The Justice Department, arguing on behalf of the United States Patent and Trademark Office, argued that Section 2(c) does not run afoul of the First Amendment because denying registration of the TRUMP TOO SMALL mark does not prohibit Elster from selling T-shirts with the slogan. Elster could still use the mark, he just would not have exclusive rights to the mark or any other benefits afforded by federal trademark registrations.
It seems the majority of the Justices agree. At one point, Justice Alito even joked to the Justice Department “You don’t need my vote to win your case.”

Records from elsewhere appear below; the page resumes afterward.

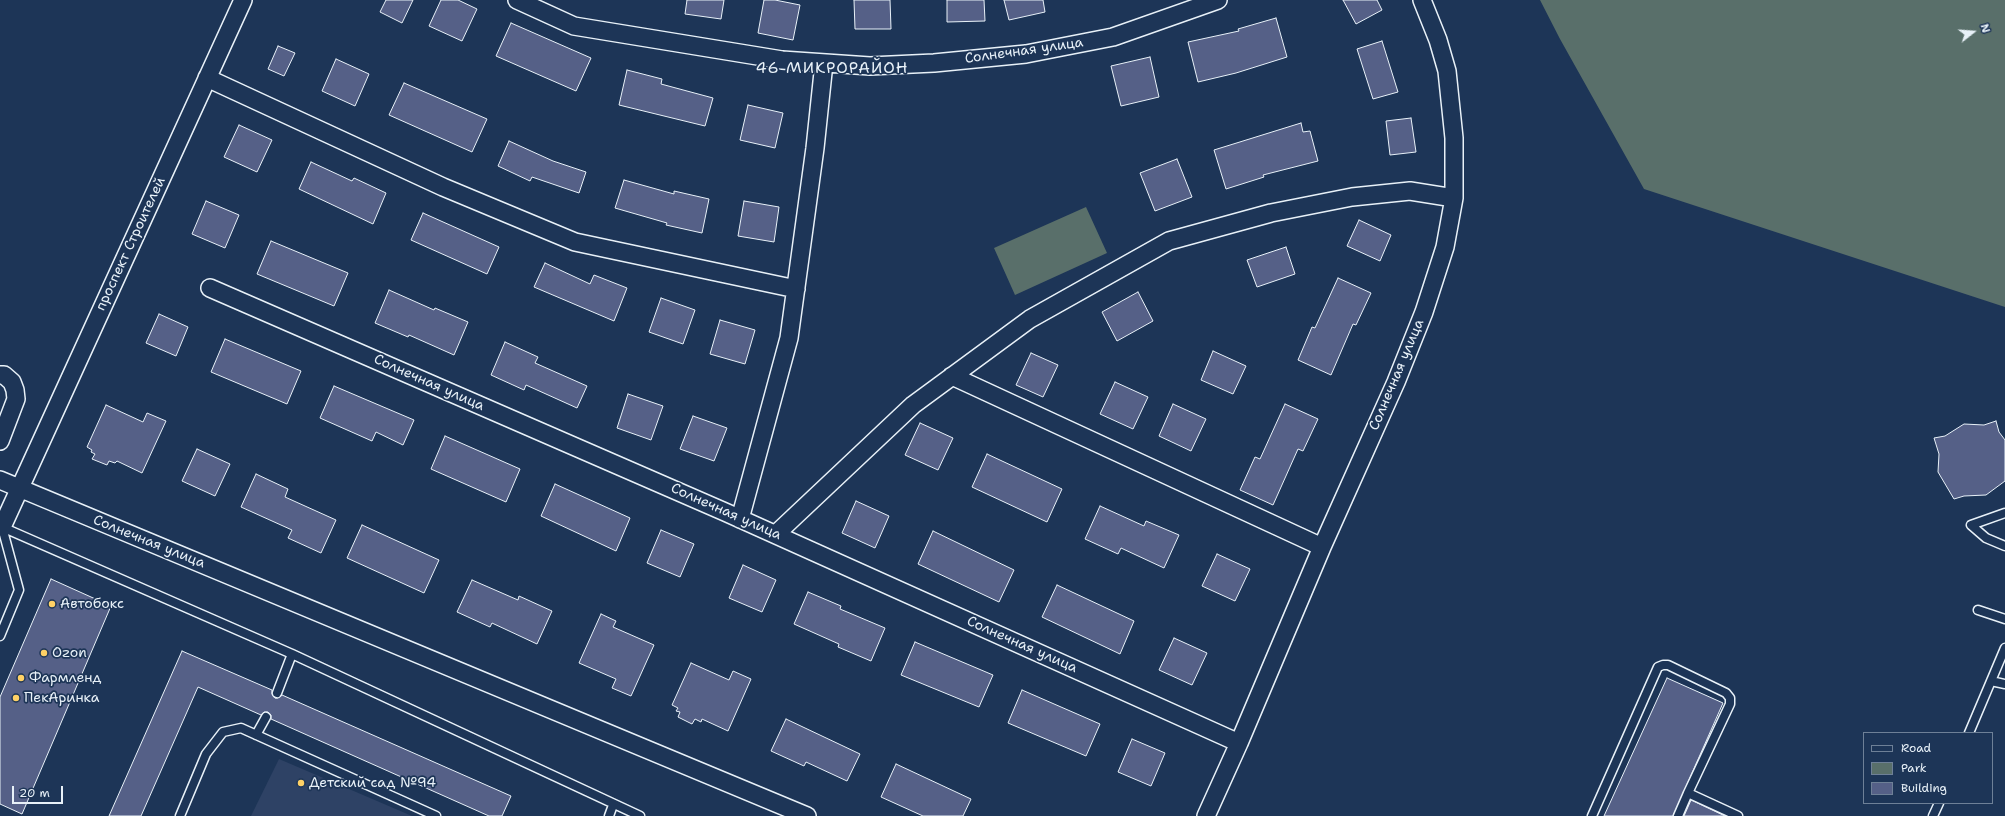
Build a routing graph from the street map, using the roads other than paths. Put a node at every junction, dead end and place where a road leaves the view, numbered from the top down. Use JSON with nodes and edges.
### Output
{"nodes":[{"id":1,"x":243,"y":0,"type":"edge"},
{"id":2,"x":517,"y":0,"type":"edge"},
{"id":3,"x":1218,"y":0,"type":"edge"},
{"id":4,"x":1422,"y":0,"type":"edge"},
{"id":5,"x":824,"y":63,"type":"junction"},
{"id":6,"x":207,"y":78,"type":"junction"},
{"id":7,"x":1454,"y":198,"type":"junction"},
{"id":8,"x":210,"y":288,"type":"dead end"},
{"id":9,"x":796,"y":289,"type":"junction"},
{"id":10,"x":0,"y":375,"type":"edge"},
{"id":11,"x":952,"y":376,"type":"junction"},
{"id":12,"x":0,"y":441,"type":"edge"},
{"id":13,"x":0,"y":480,"type":"edge"},
{"id":14,"x":18,"y":488,"type":"junction"},
{"id":15,"x":2005,"y":512,"type":"edge"},
{"id":16,"x":740,"y":518,"type":"junction"},
{"id":17,"x":1,"y":529,"type":"edge"},
{"id":18,"x":776,"y":534,"type":"junction"},
{"id":19,"x":2005,"y":546,"type":"edge"},
{"id":20,"x":1322,"y":547,"type":"junction"},
{"id":21,"x":1978,"y":610,"type":"dead end"},
{"id":22,"x":2005,"y":619,"type":"edge"},
{"id":23,"x":0,"y":636,"type":"edge"},
{"id":24,"x":2005,"y":648,"type":"edge"},
{"id":25,"x":292,"y":654,"type":"junction"},
{"id":26,"x":1991,"y":681,"type":"junction"},
{"id":27,"x":2005,"y":684,"type":"edge"},
{"id":28,"x":277,"y":693,"type":"dead end"},
{"id":29,"x":266,"y":717,"type":"dead end"},
{"id":30,"x":1969,"y":732,"type":"edge"},
{"id":31,"x":256,"y":735,"type":"junction"},
{"id":32,"x":1240,"y":743,"type":"junction"},
{"id":33,"x":1688,"y":793,"type":"junction"},
{"id":34,"x":1939,"y":804,"type":"edge"},
{"id":35,"x":613,"y":805,"type":"junction"},
{"id":36,"x":180,"y":816,"type":"edge"},
{"id":37,"x":436,"y":816,"type":"edge"},
{"id":38,"x":609,"y":816,"type":"edge"},
{"id":39,"x":640,"y":816,"type":"edge"},
{"id":40,"x":808,"y":816,"type":"edge"},
{"id":41,"x":1206,"y":816,"type":"edge"},
{"id":42,"x":1592,"y":816,"type":"edge"},
{"id":43,"x":1678,"y":816,"type":"edge"},
{"id":44,"x":1738,"y":816,"type":"edge"},
{"id":45,"x":1933,"y":816,"type":"edge"}],
"edges":[{"from":1,"to":6,"type":"street","name":"проспект Строителей"},
{"from":2,"to":5,"type":"street","name":"Солнечная улица"},
{"from":3,"to":5,"type":"street","name":"Солнечная улица"},
{"from":4,"to":7,"type":"street","name":"Солнечная улица"},
{"from":5,"to":9,"type":"street"},
{"from":6,"to":9,"type":"street"},
{"from":6,"to":14,"type":"street","name":"проспект Строителей"},
{"from":7,"to":11,"type":"street"},
{"from":7,"to":20,"type":"street","name":"Солнечная улица"},
{"from":8,"to":16,"type":"street","name":"Солнечная улица"},
{"from":9,"to":16,"type":"street"},
{"from":10,"to":12,"type":"street"},
{"from":11,"to":18,"type":"street"},
{"from":11,"to":20,"type":"street"},
{"from":13,"to":14,"type":"street","name":"Солнечная улица"},
{"from":14,"to":17,"type":"street","name":"проспект Строителей"},
{"from":14,"to":40,"type":"street","name":"Солнечная улица"},
{"from":15,"to":19,"type":"lane"},
{"from":16,"to":18,"type":"street","name":"Солнечная улица"},
{"from":17,"to":23,"type":"lane"},
{"from":17,"to":25,"type":"lane"},
{"from":18,"to":32,"type":"street","name":"Солнечная улица"},
{"from":20,"to":32,"type":"street","name":"Солнечная улица"},
{"from":21,"to":22,"type":"lane"},
{"from":24,"to":26,"type":"lane"},
{"from":25,"to":28,"type":"lane"},
{"from":25,"to":35,"type":"lane"},
{"from":26,"to":27,"type":"lane"},
{"from":26,"to":30,"type":"lane"},
{"from":29,"to":31,"type":"lane"},
{"from":31,"to":36,"type":"lane"},
{"from":31,"to":37,"type":"lane"},
{"from":32,"to":41,"type":"street","name":"Солнечная улица"},
{"from":33,"to":42,"type":"lane"},
{"from":33,"to":43,"type":"lane"},
{"from":33,"to":44,"type":"lane"},
{"from":34,"to":45,"type":"lane"},
{"from":35,"to":38,"type":"lane"},
{"from":35,"to":39,"type":"lane"}]}
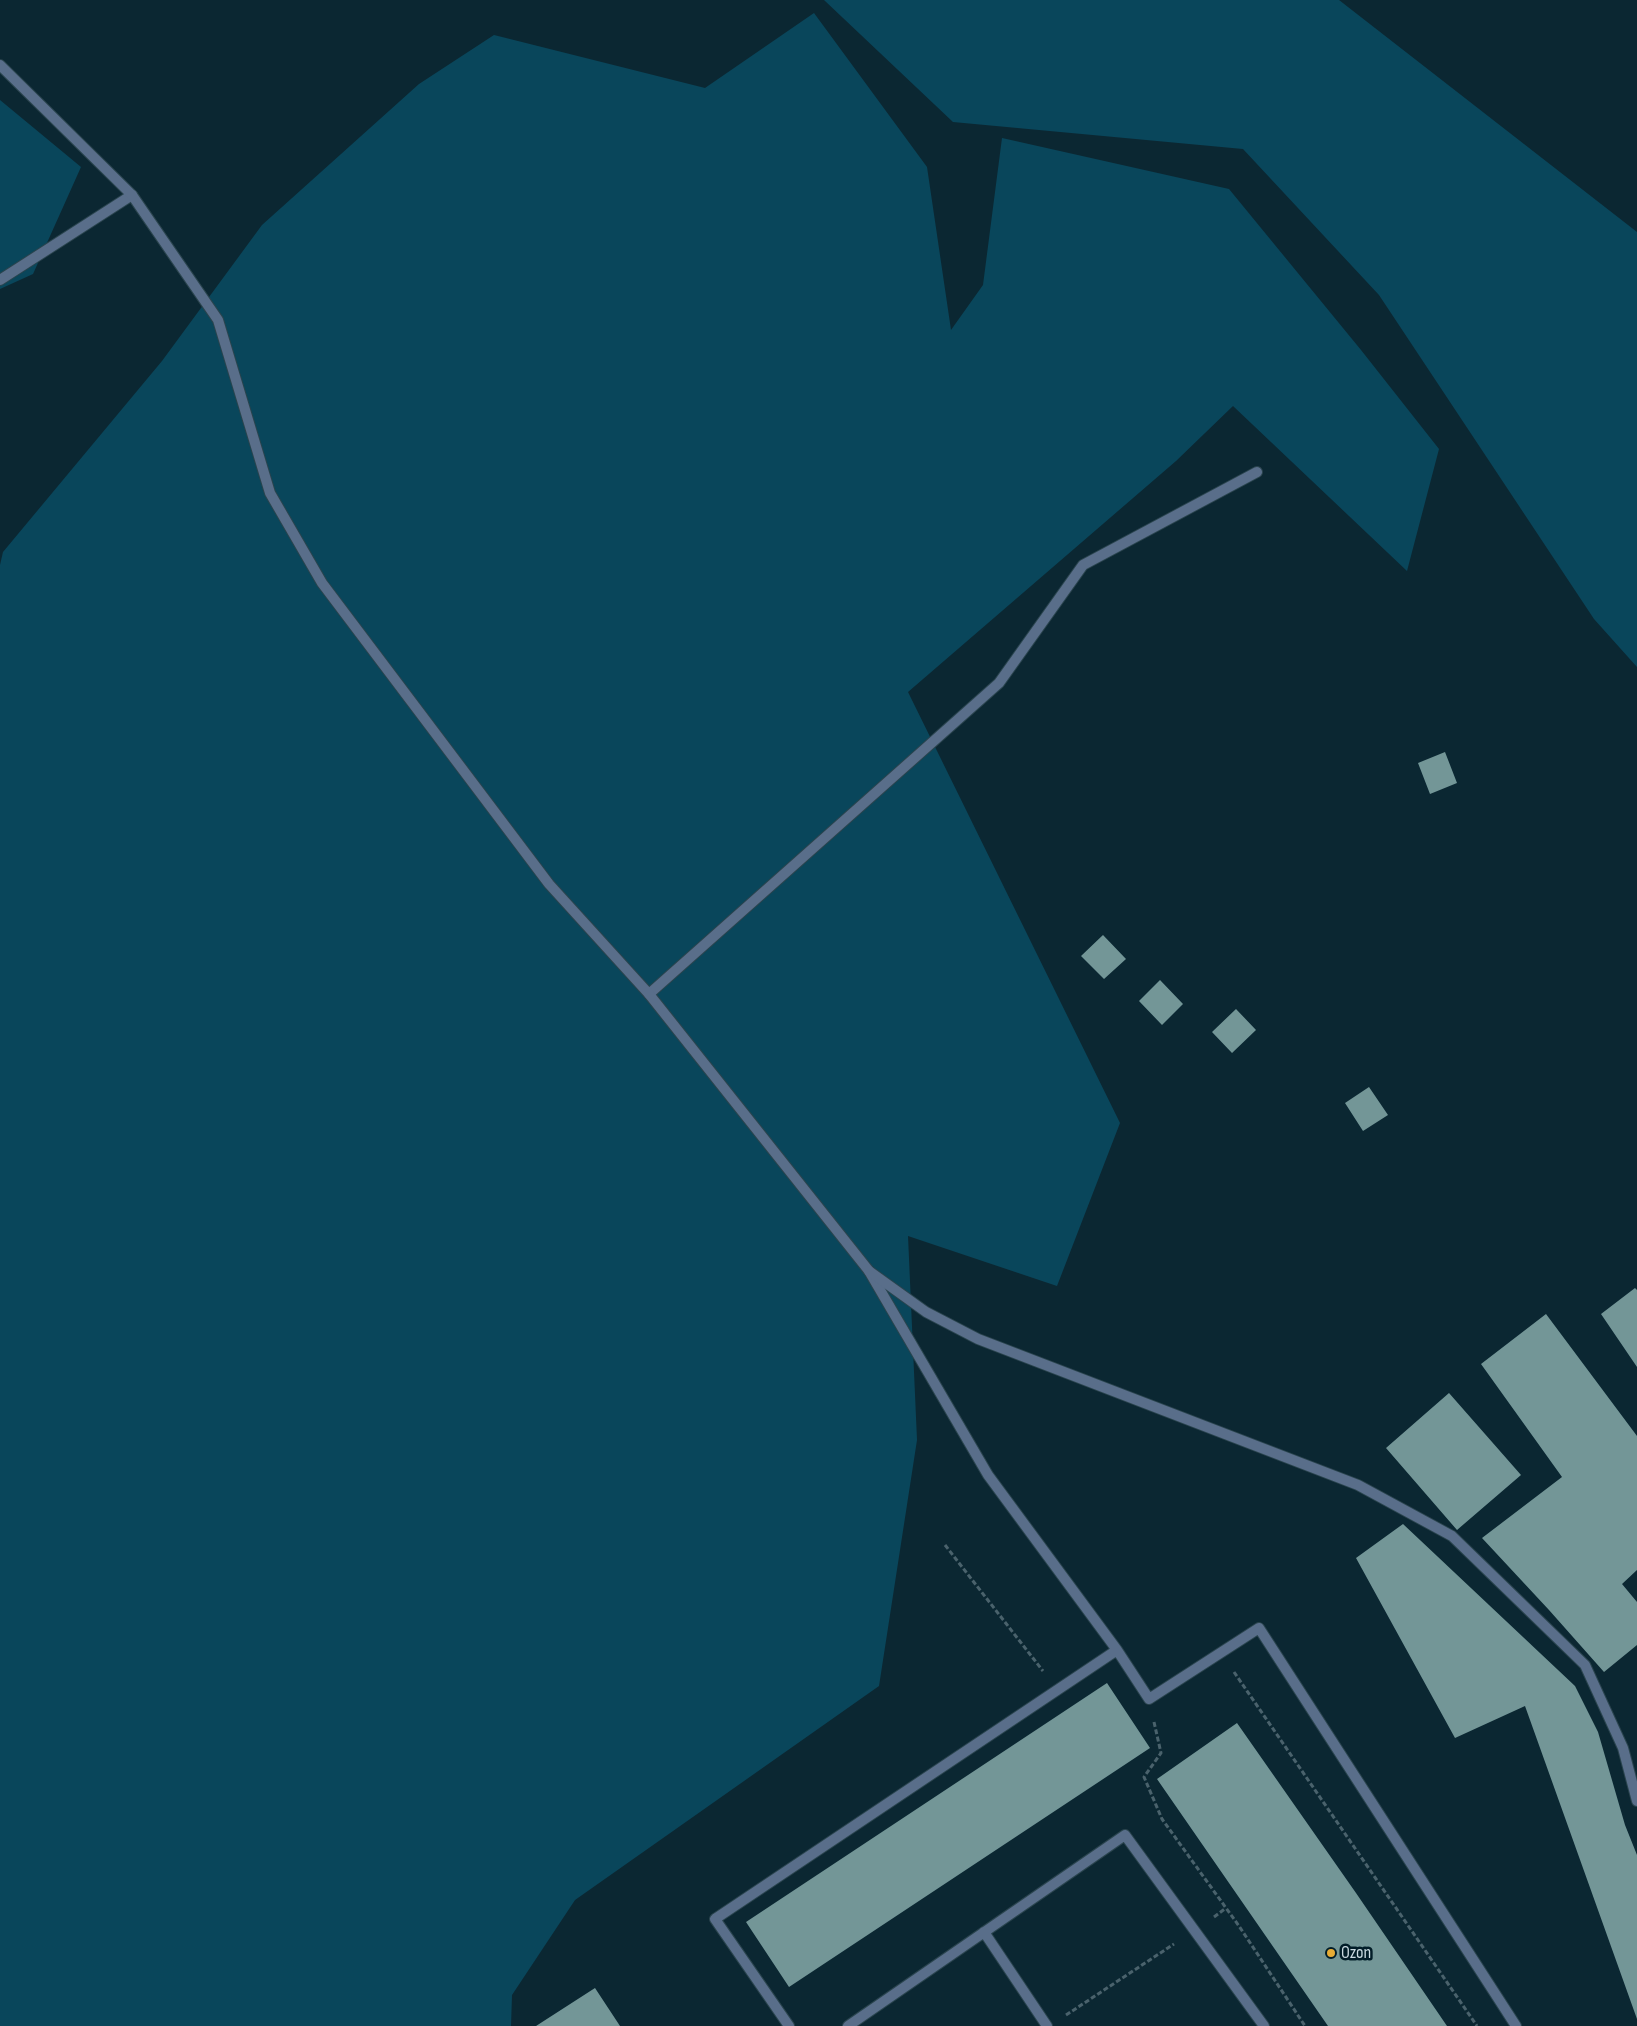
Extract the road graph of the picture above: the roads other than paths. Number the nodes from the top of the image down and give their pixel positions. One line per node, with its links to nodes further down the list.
1 (0, 65): 2 (street)
2 (132, 195): 3 (street); 5 (street)
3 (0, 280)
4 (1257, 472): 5 (street)
5 (649, 994): 6 (street)
6 (869, 1271): 7 (street); 8 (street)
7 (1117, 1650): 10 (street); 14 (street)
8 (1637, 1800)
9 (984, 1932): 11 (street); 12 (street); 13 (street)
10 (789, 2026)
11 (848, 2026)
12 (1047, 2026)
13 (1264, 2026)
14 (1516, 2026)

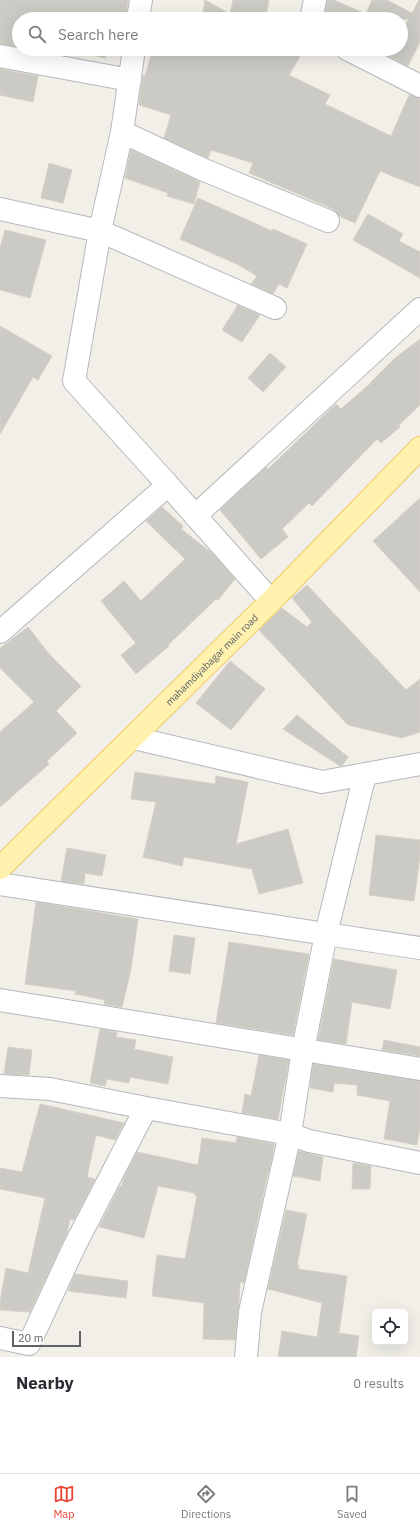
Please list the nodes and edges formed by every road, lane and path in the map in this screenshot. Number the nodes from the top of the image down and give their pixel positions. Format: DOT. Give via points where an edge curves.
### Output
graph roads {
  1 [pos="141,0"];
  2 [pos="315,0"];
  3 [pos="139,12"];
  4 [pos="312,12"];
  5 [pos="0,56"];
  6 [pos="133,56"];
  7 [pos="361,56"];
  8 [pos="130,80"];
  9 [pos="420,86"];
  10 [pos="122,132"];
  11 [pos="0,209"];
  12 [pos="328,221"];
  13 [pos="100,231"];
  14 [pos="275,308"];
  15 [pos="420,309"];
  16 [pos="420,448"];
  17 [pos="168,486"];
  18 [pos="195,516"];
  19 [pos="271,601"];
  20 [pos="0,632"];
  21 [pos="134,738"];
  22 [pos="420,764"];
  23 [pos="365,774"];
  24 [pos="0,868"];
  25 [pos="0,884"];
  26 [pos="326,934"];
  27 [pos="420,948"];
  28 [pos="0,1000"];
  29 [pos="303,1050"];
  30 [pos="420,1069"];
  31 [pos="0,1086"];
  32 [pos="146,1108"];
  33 [pos="290,1134"];
  34 [pos="420,1163"];
  35 [pos="0,1338"];
  36 [pos="246,1357"];
  1 -- 3 [label="street"];
  2 -- 4 [label="street"];
  5 -- 8 [label="street"];
  6 -- 8 [label="street"];
  7 -- 9 [label="street"];
  8 -- 10 [label="street"];
  10 -- 12 [label="street" via="204,170"];
  10 -- 13 [label="street"];
  11 -- 13 [label="street"];
  13 -- 14 [label="street"];
  13 -- 17 [label="street" via="74,381"];
  15 -- 18 [label="street"];
  16 -- 19 [label="main road, mahamdiyabagar main road"];
  17 -- 18 [label="street"];
  17 -- 20 [label="street"];
  18 -- 19 [label="street"];
  19 -- 21 [label="main road, mahamdiyabagar main road"];
  21 -- 23 [label="street" via="322,782"];
  21 -- 24 [label="main road, mahamdiyabagar main road"];
  22 -- 23 [label="street"];
  23 -- 26 [label="street"];
  25 -- 26 [label="street"];
  26 -- 27 [label="street"];
  26 -- 29 [label="street"];
  28 -- 29 [label="street"];
  29 -- 30 [label="street"];
  29 -- 33 [label="street"];
  31 -- 32 [label="street" via="50,1089"];
  32 -- 33 [label="street"];
  32 -- 35 [label="street" via="74,1247 29,1344"];
  33 -- 34 [label="street" via="309,1141"];
  33 -- 36 [label="street" via="250,1312"];
}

Justice Sotomayor indicated that this comes down to “first principles” the question being “is this an infringement of speech? And the answer is no.” She later told Elster’s counsel that “[y]ou’re not talking about stopping speech” rather: “You’re talking about not receiving government protection for activity that you would like to heighten protection for. It doesn’t stop you from selling.” Justice Kagan then pointed out that there is a long line of analogous cases indicating that the government can give or withhold benefits without restricting speech, suggesting this is such a case.
Justice Gorsuch went on to note the “long and robust history about restricting names” from trademark protection and the several other limitations on registration such as marks that incorporate geographic names and descriptive terms.
Chief Justice Roberts suggested that allowing Elster to register TRUMP TOO SMALL could actually suppress speech—Elster could prevent others from using the phrase to criticize President Trump by enforcing his trademark against them. The Chief Justice expressed concern that this suppression could be heightened if it causes a “race for people to trademark…Trump Too This, Trump Too That, whatever, and then particularly in an area of political expression, that really cuts off a lot of expression.”
It appears that the Supreme Court is likely to find that Section 2(c), at least in this context, is not unconstitutional. Stay tuned to the TMCA for an update when the Supreme Court issues their opinion.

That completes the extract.